§ **Given information**:

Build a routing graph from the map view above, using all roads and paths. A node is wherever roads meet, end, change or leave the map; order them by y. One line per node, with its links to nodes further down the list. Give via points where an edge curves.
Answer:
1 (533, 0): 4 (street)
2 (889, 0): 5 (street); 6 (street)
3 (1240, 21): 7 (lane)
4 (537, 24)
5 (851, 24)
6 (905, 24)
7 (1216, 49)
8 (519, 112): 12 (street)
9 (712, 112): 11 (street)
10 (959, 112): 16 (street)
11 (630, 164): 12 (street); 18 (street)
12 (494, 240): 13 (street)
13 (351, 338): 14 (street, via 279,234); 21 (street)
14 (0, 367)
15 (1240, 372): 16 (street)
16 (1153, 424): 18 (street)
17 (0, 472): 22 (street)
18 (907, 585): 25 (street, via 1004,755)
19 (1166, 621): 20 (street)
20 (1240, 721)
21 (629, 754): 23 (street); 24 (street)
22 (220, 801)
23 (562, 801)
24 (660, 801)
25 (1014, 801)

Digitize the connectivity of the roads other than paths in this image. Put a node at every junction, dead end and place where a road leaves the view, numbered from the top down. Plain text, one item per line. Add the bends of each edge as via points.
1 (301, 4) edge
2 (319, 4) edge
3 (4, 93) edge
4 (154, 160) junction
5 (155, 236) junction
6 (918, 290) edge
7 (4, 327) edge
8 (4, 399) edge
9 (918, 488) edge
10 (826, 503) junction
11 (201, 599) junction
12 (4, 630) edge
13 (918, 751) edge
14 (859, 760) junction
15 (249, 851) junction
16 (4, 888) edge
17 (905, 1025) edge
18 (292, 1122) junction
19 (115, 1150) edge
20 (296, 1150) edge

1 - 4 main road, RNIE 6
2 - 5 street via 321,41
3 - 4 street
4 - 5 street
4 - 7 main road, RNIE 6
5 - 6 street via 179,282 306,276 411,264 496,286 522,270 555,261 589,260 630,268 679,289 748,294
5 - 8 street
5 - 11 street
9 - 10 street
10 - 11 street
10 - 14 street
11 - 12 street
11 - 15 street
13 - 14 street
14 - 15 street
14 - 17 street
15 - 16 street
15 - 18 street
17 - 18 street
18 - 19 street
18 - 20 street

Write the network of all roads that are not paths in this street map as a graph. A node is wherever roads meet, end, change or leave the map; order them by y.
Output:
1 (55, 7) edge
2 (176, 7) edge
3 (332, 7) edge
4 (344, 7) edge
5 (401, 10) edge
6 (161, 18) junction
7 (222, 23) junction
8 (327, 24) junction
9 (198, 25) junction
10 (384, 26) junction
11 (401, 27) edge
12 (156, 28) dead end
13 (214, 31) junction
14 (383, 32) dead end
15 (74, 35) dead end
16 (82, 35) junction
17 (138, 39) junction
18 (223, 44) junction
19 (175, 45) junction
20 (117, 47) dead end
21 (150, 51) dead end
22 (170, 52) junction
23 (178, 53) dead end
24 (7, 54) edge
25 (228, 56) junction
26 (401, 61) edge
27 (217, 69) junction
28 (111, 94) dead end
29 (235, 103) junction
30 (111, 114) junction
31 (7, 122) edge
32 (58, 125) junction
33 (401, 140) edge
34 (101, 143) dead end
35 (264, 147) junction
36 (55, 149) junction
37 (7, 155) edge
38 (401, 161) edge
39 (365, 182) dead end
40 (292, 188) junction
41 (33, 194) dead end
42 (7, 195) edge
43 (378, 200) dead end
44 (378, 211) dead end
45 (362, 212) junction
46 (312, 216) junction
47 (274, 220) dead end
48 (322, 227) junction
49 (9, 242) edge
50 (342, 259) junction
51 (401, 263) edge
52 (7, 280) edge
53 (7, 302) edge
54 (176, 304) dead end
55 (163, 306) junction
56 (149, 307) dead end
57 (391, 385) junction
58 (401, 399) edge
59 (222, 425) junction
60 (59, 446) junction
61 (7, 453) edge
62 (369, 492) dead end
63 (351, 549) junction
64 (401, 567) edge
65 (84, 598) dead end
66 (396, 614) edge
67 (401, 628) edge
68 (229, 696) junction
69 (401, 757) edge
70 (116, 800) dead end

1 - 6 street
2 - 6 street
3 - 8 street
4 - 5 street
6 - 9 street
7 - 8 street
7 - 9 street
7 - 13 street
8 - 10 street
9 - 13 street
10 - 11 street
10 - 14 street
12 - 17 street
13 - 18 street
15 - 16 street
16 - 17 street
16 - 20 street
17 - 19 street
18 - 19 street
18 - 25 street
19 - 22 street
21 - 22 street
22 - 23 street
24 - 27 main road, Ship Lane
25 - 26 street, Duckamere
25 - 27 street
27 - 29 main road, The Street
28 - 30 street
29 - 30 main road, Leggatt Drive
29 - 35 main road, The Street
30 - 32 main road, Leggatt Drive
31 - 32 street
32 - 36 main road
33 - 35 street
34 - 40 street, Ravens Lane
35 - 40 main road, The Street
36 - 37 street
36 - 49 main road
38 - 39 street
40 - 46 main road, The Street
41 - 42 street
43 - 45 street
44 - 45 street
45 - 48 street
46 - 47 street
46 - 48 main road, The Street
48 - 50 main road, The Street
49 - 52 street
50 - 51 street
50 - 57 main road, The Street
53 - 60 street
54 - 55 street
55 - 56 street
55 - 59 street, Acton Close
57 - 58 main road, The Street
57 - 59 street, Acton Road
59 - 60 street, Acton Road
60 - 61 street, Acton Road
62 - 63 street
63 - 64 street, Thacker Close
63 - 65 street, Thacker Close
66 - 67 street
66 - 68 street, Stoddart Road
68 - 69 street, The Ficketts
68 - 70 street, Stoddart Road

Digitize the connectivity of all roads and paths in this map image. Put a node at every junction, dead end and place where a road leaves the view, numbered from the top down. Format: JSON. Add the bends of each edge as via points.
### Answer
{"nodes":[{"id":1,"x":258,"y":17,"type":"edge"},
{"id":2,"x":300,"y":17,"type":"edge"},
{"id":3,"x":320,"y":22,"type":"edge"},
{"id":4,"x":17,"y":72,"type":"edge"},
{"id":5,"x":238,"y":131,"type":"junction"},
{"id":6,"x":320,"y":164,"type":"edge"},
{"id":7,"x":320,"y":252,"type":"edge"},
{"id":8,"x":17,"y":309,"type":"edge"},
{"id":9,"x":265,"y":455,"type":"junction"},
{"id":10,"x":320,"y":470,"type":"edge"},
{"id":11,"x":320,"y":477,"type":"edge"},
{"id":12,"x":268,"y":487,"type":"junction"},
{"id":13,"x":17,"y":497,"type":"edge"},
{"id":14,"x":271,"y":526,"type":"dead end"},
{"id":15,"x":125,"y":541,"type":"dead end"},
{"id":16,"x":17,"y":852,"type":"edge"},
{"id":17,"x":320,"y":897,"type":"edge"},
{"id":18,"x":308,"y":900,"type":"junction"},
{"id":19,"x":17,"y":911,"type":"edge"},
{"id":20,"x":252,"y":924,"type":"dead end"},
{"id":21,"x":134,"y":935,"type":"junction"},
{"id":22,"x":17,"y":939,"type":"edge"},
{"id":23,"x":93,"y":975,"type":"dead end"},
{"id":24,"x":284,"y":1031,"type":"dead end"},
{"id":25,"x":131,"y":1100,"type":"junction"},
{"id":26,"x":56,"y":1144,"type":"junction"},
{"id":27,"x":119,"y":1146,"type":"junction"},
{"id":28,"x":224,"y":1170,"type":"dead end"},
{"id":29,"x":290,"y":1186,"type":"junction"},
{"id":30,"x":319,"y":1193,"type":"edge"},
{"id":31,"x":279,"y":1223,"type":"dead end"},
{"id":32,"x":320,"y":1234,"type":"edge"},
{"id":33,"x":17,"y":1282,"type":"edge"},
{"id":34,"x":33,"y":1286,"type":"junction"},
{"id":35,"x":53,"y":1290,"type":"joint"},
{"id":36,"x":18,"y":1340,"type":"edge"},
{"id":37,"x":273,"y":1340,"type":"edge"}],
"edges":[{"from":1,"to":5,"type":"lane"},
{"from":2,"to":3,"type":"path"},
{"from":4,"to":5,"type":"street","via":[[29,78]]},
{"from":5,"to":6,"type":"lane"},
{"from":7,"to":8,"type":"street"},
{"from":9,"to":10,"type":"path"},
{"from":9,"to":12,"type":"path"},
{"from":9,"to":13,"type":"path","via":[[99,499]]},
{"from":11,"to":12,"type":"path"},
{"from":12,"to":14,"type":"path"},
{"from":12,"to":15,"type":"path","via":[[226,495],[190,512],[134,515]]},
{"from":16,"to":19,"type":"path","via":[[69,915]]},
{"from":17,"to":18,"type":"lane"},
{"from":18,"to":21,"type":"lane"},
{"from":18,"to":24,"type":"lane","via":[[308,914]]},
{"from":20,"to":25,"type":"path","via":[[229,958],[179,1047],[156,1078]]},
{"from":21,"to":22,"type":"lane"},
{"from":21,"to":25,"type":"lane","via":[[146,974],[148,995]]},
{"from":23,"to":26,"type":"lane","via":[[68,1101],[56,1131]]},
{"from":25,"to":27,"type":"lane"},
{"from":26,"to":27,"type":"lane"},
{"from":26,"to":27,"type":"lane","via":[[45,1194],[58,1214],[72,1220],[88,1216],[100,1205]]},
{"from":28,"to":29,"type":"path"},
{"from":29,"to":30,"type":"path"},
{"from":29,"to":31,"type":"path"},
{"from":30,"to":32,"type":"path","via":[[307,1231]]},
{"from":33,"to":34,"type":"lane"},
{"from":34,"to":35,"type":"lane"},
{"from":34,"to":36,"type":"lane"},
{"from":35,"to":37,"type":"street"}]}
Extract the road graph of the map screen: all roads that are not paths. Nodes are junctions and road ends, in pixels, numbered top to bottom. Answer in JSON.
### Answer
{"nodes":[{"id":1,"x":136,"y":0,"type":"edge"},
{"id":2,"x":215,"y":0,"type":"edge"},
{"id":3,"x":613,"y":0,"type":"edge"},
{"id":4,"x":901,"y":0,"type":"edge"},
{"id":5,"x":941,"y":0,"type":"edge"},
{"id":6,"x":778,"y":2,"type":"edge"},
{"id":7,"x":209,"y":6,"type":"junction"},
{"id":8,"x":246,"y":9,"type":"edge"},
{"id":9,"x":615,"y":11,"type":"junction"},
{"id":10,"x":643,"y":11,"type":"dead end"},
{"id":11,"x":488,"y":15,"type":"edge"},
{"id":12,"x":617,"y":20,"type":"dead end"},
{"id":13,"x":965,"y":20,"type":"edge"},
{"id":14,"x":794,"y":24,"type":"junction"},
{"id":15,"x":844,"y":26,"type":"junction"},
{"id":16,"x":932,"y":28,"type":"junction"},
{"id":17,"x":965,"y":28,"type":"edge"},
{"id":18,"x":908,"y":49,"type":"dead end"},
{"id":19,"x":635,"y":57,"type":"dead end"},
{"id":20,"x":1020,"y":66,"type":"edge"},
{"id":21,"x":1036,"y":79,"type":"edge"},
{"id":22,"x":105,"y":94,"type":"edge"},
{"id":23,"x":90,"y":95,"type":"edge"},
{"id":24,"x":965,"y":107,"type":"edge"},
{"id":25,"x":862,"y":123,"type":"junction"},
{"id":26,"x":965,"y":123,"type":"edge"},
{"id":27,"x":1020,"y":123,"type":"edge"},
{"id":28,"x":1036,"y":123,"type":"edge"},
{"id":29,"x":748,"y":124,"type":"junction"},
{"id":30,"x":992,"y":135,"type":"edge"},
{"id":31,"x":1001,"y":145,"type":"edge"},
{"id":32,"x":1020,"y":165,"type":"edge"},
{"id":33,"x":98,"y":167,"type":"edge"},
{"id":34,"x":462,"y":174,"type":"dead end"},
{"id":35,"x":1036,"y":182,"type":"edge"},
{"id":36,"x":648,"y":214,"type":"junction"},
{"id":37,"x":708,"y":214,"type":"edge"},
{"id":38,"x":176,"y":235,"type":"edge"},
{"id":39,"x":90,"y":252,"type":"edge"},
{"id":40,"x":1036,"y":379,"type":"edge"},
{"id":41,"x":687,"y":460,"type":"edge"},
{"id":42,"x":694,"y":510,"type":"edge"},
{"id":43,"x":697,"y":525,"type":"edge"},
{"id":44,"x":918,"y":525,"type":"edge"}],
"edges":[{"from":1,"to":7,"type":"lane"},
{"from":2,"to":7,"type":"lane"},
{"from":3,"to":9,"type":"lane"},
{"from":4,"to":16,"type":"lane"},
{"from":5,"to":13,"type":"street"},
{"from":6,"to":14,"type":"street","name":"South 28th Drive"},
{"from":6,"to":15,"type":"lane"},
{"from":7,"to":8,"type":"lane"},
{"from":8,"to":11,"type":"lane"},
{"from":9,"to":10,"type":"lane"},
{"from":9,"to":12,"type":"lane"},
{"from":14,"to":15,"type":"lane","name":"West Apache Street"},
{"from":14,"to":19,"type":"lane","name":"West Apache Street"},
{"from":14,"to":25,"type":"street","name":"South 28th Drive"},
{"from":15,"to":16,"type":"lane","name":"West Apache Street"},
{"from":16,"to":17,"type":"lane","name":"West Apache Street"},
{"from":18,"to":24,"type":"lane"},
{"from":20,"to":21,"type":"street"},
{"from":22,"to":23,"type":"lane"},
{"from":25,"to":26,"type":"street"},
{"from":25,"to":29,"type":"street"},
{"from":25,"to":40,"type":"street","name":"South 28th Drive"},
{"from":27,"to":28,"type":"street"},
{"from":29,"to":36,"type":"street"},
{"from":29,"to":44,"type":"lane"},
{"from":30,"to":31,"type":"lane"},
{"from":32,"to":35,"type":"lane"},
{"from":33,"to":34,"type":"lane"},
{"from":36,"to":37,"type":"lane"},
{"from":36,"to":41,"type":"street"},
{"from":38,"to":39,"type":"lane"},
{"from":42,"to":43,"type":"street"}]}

§ **Work to be completed**:
In the entries above, locate every line with the word "order" and copy it.

§ **Solution to this problem**:
Build a routing graph from the map view above, using all roads and paths. A node is wherever roads meet, end, change or leave the map; order them by y. One line per node, with its links to nodes further down the list. Give via points where an edge curves.
Write the network of all roads that are not paths in this street map as a graph. A node is wherever roads meet, end, change or leave the map; order them by y.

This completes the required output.